The political committee backing the initiative, Citizens for Growth Management, had raised $331,742 as of August 23. Much of the war chest had been spent gathering signatures; at the end of the last reporting period, Citizens for Growth Management had only $116,752 left in the bank.
Almost $19,000 had come in contributions of $25 or less. Those small contributions had made up about 67 percent of the individual contributions to the campaign.
Compare that to the more than $2.65 million raised by Arizonans for Responsible Planning, one of the political committees opposing Prop 202. The contributions to that campaign have come in big checks from developers, construction companies and other growth-related corporations.
The largest contributor to that effort has been the Arizona Rock Products Association, a group of companies that deal in concrete, gravel and rocks, which has contributed at least $404,000 to the campaign. Last month, the Arizona Rock Products Association created a separate political committee to campaign against Prop 201. In four weeks, that group has already raised $135,000.
The biggest complaint raised by opponents of Prop 202 is the provision that allows for citizen suits to enforce the measure. In TV ads and direct mail pieces, the developers' campaign says passage of the initiative will result in an unending stream of out-of-control litigation that will prevent you from even building a guest house.
"We have statutes in Arizona now that allow citizens to sue that enjoin violations of various laws and the fact of the matter is, they are rarely used," Baron says. "They are used in egregious situations. The reality is, the ordinary citizen who has a concern isn't going to take it to court unless it's a real and substantial one because of the cost. The people who are complaining about this are the people who have the resources to go to court whenever they want to."
Herr-Cardillo points out that state officials have a history of failing to follow laws such as the federal Clean Air Act. The Center for Law in the Public Interest has had to sue to make the EPA enforce the law.
"We ought to be able to require our public officials to follow the law, and that's all that does," Herr-Cardillo says. "It authorizes someone to bring an action in the face of a violation of this act. It doesn't give rise to money damages, so there's no monetary incentive to bring an action. It simply allows for injunctive relief. So they're suggesting there's this cottage industry of lawyers will spring up. I was in private practice for 15 years and I'll tell you that if there's not a monetary incentive, we don't bring a lawsuit."

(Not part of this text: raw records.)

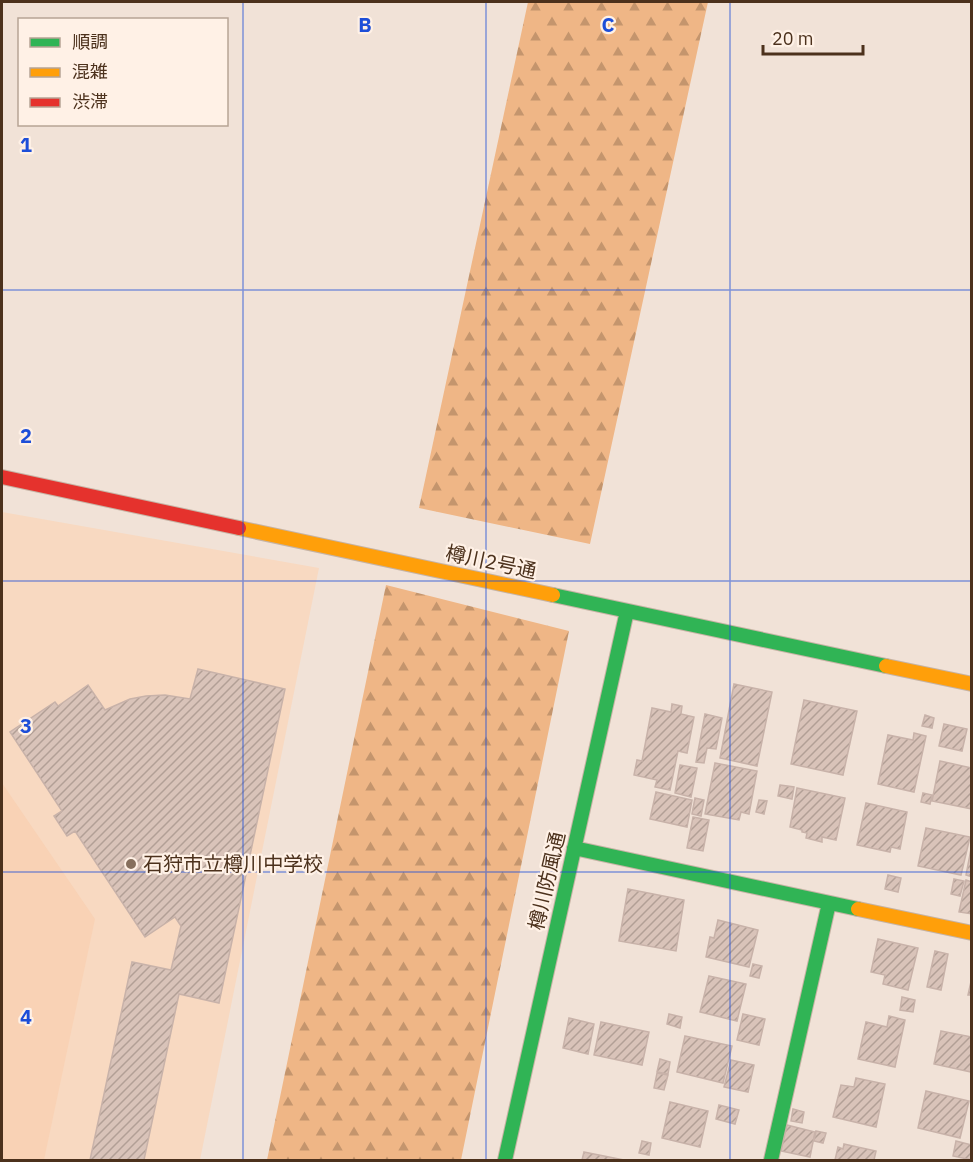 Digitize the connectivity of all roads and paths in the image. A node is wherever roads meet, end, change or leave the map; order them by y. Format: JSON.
{"nodes":[{"id":1,"x":2,"y":477,"type":"edge"},
{"id":2,"x":627,"y":611,"type":"junction"},
{"id":3,"x":972,"y":684,"type":"edge"},
{"id":4,"x":574,"y":848,"type":"junction"},
{"id":5,"x":829,"y":903,"type":"junction"},
{"id":6,"x":972,"y":933,"type":"edge"},
{"id":7,"x":505,"y":1161,"type":"edge"},
{"id":8,"x":771,"y":1161,"type":"edge"}],
"edges":[{"from":1,"to":2,"type":"street","name":"樽川2号通"},
{"from":2,"to":3,"type":"street","name":"樽川2号通"},
{"from":2,"to":4,"type":"street","name":"樽川防風通"},
{"from":4,"to":5,"type":"street"},
{"from":4,"to":7,"type":"street","name":"樽川防風通"},
{"from":5,"to":6,"type":"street"},
{"from":5,"to":8,"type":"street"}]} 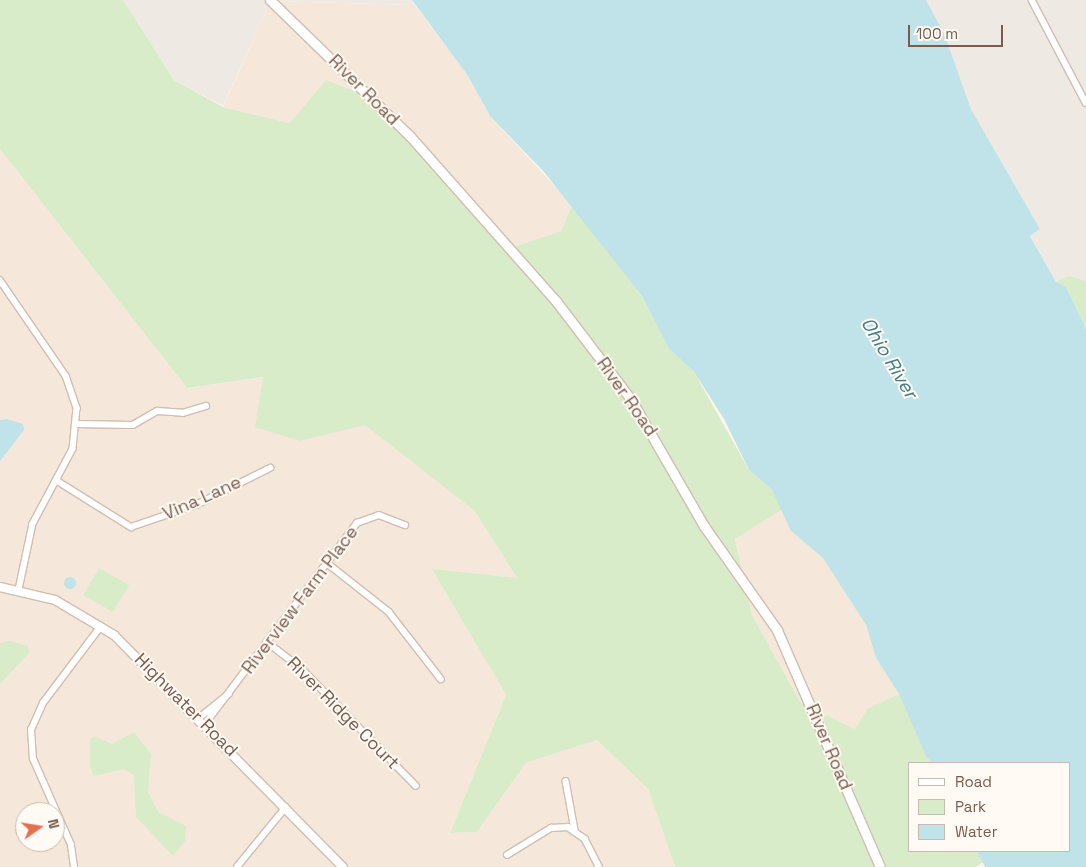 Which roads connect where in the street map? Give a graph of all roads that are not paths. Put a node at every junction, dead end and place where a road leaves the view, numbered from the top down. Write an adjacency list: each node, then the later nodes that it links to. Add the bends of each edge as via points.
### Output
1 (270, 0): 26 (main road, River Road, via 414,141 556,301 630,398 704,526 777,630)
2 (1032, 0): 3 (street)
3 (1086, 103)
4 (0, 280): 6 (street, via 68,380)
5 (206, 406): 6 (street, via 183,413 157,411 133,426)
6 (77, 424): 8 (street, via 73,449)
7 (270, 468): 8 (street, Vina Lane, via 196,505 131,527)
8 (56, 480): 12 (street, via 33,524)
9 (405, 525): 10 (street, Riverview Farm Place, via 379,515 363,519)
10 (327, 563): 14 (street, Riverview Farm Place); 15 (street, via 389,612)
11 (0, 587): 12 (street, Highwater Road)
12 (18, 590): 13 (street, Highwater Road, via 55,600)
13 (101, 626): 16 (street, Highwater Road); 22 (street, via 43,703 31,730 34,759 71,845)
14 (267, 642): 16 (street, Riverview Farm Place, via 229,694); 18 (street, River Ridge Court, via 302,669)
15 (440, 679)
16 (202, 721): 19 (street, Highwater Road)
17 (566, 781): 20 (street)
18 (416, 786)
19 (286, 807): 23 (street); 24 (street, Highwater Road)
20 (575, 830): 21 (street, via 551,828); 25 (street)
21 (507, 855)
22 (74, 867)
23 (238, 867)
24 (343, 867)
25 (599, 867)
26 (880, 867) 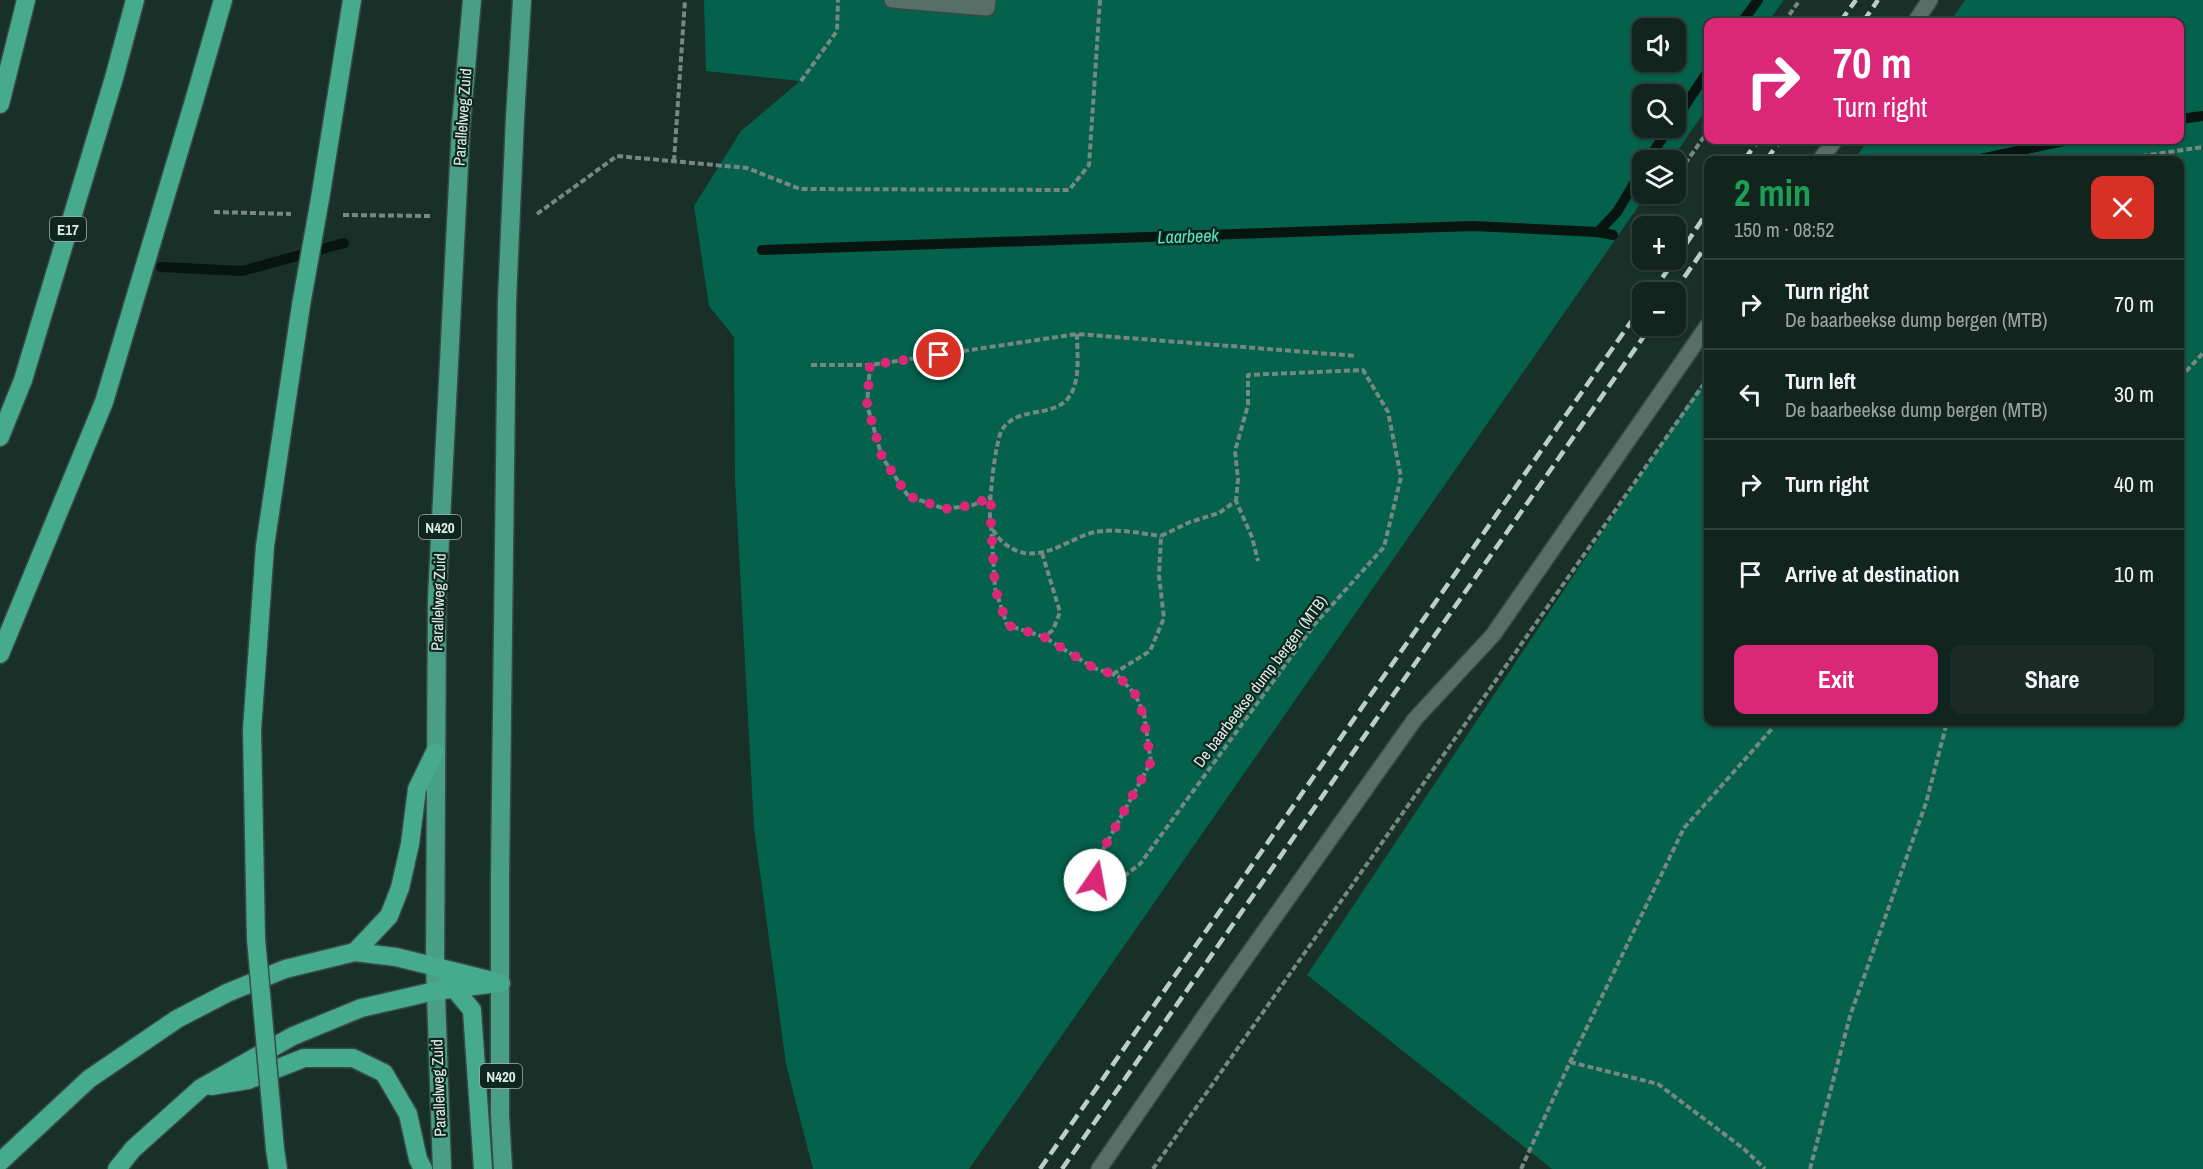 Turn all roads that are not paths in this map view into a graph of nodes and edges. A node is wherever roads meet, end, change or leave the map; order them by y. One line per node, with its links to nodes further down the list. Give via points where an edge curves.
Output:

Debunking every misrepresentation from the Growth Lobby is not unlike battling the mythological hydra: For every lie that's exposed, two more spring up to take its place. A recent enormous mailing reprinting the text of the CGMI in small print, accompanied by exaggerated annotations, drew a lengthy seven-point response from Citizens for Growth Management.
"This isn't no-growth," insists Herr-Cardillo. "It's about planning growth. We know growth is going to occur. I came here in '79 and probably would have been happy to close the door behind me. But the reality is my parents have come out, people are coming here. And if we don't plan for it, we're just going to continue to sprawl and continue to destroy what's really attracting all of us to Arizona."
Still, the big lies are having an impact. Early polls showed the initiative had the support of roughly 70 percent of voters. The slick campaign appears to be eating away at that support; a recent Arizona Republic poll showed support had dropped to 62 percent.
"We know that all of their money and advertising and misinformation will have an impact when people go to the polls," says Bahr. "We still feel good about the campaign and think the voters will see through a lot of this stuff."